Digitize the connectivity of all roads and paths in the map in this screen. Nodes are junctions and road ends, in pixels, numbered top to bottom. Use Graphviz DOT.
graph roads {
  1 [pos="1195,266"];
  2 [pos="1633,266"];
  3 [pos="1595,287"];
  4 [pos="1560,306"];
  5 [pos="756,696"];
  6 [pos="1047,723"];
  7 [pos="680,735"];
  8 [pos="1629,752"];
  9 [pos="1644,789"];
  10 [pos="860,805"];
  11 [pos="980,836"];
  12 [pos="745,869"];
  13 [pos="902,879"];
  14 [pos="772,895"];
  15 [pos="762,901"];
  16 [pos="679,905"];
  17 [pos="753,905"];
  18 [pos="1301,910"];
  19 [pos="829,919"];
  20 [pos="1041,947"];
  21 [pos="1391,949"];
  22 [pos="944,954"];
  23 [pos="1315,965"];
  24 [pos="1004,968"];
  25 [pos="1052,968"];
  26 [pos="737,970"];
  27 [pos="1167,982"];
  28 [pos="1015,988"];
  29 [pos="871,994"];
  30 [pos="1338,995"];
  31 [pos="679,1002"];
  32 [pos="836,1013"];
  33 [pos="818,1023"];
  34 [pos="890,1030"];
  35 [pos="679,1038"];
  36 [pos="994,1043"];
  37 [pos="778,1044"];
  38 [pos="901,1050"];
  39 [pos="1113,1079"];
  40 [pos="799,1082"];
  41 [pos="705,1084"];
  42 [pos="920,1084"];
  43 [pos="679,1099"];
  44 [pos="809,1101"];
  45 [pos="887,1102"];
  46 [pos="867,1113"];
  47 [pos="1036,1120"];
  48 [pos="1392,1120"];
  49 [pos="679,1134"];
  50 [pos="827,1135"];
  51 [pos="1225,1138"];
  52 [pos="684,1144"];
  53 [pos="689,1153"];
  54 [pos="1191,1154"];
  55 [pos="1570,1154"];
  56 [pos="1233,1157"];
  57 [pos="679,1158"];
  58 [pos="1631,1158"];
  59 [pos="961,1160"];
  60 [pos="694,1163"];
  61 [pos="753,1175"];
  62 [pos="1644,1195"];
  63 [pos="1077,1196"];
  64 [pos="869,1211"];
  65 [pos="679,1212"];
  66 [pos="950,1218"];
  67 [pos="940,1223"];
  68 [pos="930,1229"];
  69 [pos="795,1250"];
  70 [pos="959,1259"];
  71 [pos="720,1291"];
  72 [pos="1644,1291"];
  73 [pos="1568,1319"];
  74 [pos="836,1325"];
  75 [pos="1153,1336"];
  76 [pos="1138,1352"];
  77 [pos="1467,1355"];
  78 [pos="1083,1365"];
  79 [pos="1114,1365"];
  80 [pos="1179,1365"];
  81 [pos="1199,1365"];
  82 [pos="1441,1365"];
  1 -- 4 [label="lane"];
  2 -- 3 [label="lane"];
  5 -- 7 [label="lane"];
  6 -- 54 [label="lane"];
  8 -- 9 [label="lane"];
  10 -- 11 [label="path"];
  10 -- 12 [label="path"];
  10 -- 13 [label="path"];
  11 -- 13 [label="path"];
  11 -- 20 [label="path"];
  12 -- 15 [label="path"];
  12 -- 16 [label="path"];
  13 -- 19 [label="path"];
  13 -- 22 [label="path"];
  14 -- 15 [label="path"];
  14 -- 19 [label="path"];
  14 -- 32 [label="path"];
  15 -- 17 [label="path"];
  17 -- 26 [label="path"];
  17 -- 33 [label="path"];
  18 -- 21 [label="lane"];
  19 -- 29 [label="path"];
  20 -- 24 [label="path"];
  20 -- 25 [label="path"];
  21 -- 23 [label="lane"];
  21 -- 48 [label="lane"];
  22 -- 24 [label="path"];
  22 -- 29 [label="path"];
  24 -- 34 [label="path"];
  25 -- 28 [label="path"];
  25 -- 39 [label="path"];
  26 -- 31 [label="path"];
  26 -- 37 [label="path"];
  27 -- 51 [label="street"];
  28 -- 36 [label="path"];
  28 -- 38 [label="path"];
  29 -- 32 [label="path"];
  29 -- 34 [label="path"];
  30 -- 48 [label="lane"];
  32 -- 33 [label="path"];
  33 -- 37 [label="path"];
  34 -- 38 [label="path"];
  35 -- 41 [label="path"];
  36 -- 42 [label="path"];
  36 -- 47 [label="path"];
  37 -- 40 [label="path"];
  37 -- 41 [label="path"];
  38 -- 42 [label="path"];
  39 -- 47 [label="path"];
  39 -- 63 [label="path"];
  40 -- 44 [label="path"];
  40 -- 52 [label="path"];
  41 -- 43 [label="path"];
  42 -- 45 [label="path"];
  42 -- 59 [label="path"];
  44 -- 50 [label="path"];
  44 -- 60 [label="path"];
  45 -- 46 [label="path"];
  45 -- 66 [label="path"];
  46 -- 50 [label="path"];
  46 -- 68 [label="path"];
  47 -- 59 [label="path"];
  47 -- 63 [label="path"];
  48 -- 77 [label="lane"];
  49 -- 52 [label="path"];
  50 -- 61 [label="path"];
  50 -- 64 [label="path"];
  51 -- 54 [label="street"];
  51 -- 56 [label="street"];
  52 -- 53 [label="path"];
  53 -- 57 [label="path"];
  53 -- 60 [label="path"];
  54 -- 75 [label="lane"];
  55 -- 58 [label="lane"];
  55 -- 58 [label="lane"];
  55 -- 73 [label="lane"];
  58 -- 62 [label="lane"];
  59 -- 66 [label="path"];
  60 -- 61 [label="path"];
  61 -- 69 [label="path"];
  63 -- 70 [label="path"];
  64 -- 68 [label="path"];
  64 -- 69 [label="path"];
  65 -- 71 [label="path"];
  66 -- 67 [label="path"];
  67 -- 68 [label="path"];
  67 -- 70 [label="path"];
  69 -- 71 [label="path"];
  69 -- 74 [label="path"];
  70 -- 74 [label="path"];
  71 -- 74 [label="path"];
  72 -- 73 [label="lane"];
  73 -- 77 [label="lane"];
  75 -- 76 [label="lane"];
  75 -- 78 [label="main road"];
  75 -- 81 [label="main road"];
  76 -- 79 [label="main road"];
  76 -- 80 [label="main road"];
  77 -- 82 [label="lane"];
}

=== Task ===
Print the entire set of records again, exactly.

=== Answer space ===
Digitize the connectivity of all roads and paths in the map in this screen. Nodes are junctions and road ends, in pixels, numbered top to bottom. Use Graphviz DOT.
graph roads {
  1 [pos="1195,266"];
  2 [pos="1633,266"];
  3 [pos="1595,287"];
  4 [pos="1560,306"];
  5 [pos="756,696"];
  6 [pos="1047,723"];
  7 [pos="680,735"];
  8 [pos="1629,752"];
  9 [pos="1644,789"];
  10 [pos="860,805"];
  11 [pos="980,836"];
  12 [pos="745,869"];
  13 [pos="902,879"];
  14 [pos="772,895"];
  15 [pos="762,901"];
  16 [pos="679,905"];
  17 [pos="753,905"];
  18 [pos="1301,910"];
  19 [pos="829,919"];
  20 [pos="1041,947"];
  21 [pos="1391,949"];
  22 [pos="944,954"];
  23 [pos="1315,965"];
  24 [pos="1004,968"];
  25 [pos="1052,968"];
  26 [pos="737,970"];
  27 [pos="1167,982"];
  28 [pos="1015,988"];
  29 [pos="871,994"];
  30 [pos="1338,995"];
  31 [pos="679,1002"];
  32 [pos="836,1013"];
  33 [pos="818,1023"];
  34 [pos="890,1030"];
  35 [pos="679,1038"];
  36 [pos="994,1043"];
  37 [pos="778,1044"];
  38 [pos="901,1050"];
  39 [pos="1113,1079"];
  40 [pos="799,1082"];
  41 [pos="705,1084"];
  42 [pos="920,1084"];
  43 [pos="679,1099"];
  44 [pos="809,1101"];
  45 [pos="887,1102"];
  46 [pos="867,1113"];
  47 [pos="1036,1120"];
  48 [pos="1392,1120"];
  49 [pos="679,1134"];
  50 [pos="827,1135"];
  51 [pos="1225,1138"];
  52 [pos="684,1144"];
  53 [pos="689,1153"];
  54 [pos="1191,1154"];
  55 [pos="1570,1154"];
  56 [pos="1233,1157"];
  57 [pos="679,1158"];
  58 [pos="1631,1158"];
  59 [pos="961,1160"];
  60 [pos="694,1163"];
  61 [pos="753,1175"];
  62 [pos="1644,1195"];
  63 [pos="1077,1196"];
  64 [pos="869,1211"];
  65 [pos="679,1212"];
  66 [pos="950,1218"];
  67 [pos="940,1223"];
  68 [pos="930,1229"];
  69 [pos="795,1250"];
  70 [pos="959,1259"];
  71 [pos="720,1291"];
  72 [pos="1644,1291"];
  73 [pos="1568,1319"];
  74 [pos="836,1325"];
  75 [pos="1153,1336"];
  76 [pos="1138,1352"];
  77 [pos="1467,1355"];
  78 [pos="1083,1365"];
  79 [pos="1114,1365"];
  80 [pos="1179,1365"];
  81 [pos="1199,1365"];
  82 [pos="1441,1365"];
  1 -- 4 [label="lane"];
  2 -- 3 [label="lane"];
  5 -- 7 [label="lane"];
  6 -- 54 [label="lane"];
  8 -- 9 [label="lane"];
  10 -- 11 [label="path"];
  10 -- 12 [label="path"];
  10 -- 13 [label="path"];
  11 -- 13 [label="path"];
  11 -- 20 [label="path"];
  12 -- 15 [label="path"];
  12 -- 16 [label="path"];
  13 -- 19 [label="path"];
  13 -- 22 [label="path"];
  14 -- 15 [label="path"];
  14 -- 19 [label="path"];
  14 -- 32 [label="path"];
  15 -- 17 [label="path"];
  17 -- 26 [label="path"];
  17 -- 33 [label="path"];
  18 -- 21 [label="lane"];
  19 -- 29 [label="path"];
  20 -- 24 [label="path"];
  20 -- 25 [label="path"];
  21 -- 23 [label="lane"];
  21 -- 48 [label="lane"];
  22 -- 24 [label="path"];
  22 -- 29 [label="path"];
  24 -- 34 [label="path"];
  25 -- 28 [label="path"];
  25 -- 39 [label="path"];
  26 -- 31 [label="path"];
  26 -- 37 [label="path"];
  27 -- 51 [label="street"];
  28 -- 36 [label="path"];
  28 -- 38 [label="path"];
  29 -- 32 [label="path"];
  29 -- 34 [label="path"];
  30 -- 48 [label="lane"];
  32 -- 33 [label="path"];
  33 -- 37 [label="path"];
  34 -- 38 [label="path"];
  35 -- 41 [label="path"];
  36 -- 42 [label="path"];
  36 -- 47 [label="path"];
  37 -- 40 [label="path"];
  37 -- 41 [label="path"];
  38 -- 42 [label="path"];
  39 -- 47 [label="path"];
  39 -- 63 [label="path"];
  40 -- 44 [label="path"];
  40 -- 52 [label="path"];
  41 -- 43 [label="path"];
  42 -- 45 [label="path"];
  42 -- 59 [label="path"];
  44 -- 50 [label="path"];
  44 -- 60 [label="path"];
  45 -- 46 [label="path"];
  45 -- 66 [label="path"];
  46 -- 50 [label="path"];
  46 -- 68 [label="path"];
  47 -- 59 [label="path"];
  47 -- 63 [label="path"];
  48 -- 77 [label="lane"];
  49 -- 52 [label="path"];
  50 -- 61 [label="path"];
  50 -- 64 [label="path"];
  51 -- 54 [label="street"];
  51 -- 56 [label="street"];
  52 -- 53 [label="path"];
  53 -- 57 [label="path"];
  53 -- 60 [label="path"];
  54 -- 75 [label="lane"];
  55 -- 58 [label="lane"];
  55 -- 58 [label="lane"];
  55 -- 73 [label="lane"];
  58 -- 62 [label="lane"];
  59 -- 66 [label="path"];
  60 -- 61 [label="path"];
  61 -- 69 [label="path"];
  63 -- 70 [label="path"];
  64 -- 68 [label="path"];
  64 -- 69 [label="path"];
  65 -- 71 [label="path"];
  66 -- 67 [label="path"];
  67 -- 68 [label="path"];
  67 -- 70 [label="path"];
  69 -- 71 [label="path"];
  69 -- 74 [label="path"];
  70 -- 74 [label="path"];
  71 -- 74 [label="path"];
  72 -- 73 [label="lane"];
  73 -- 77 [label="lane"];
  75 -- 76 [label="lane"];
  75 -- 78 [label="main road"];
  75 -- 81 [label="main road"];
  76 -- 79 [label="main road"];
  76 -- 80 [label="main road"];
  77 -- 82 [label="lane"];
}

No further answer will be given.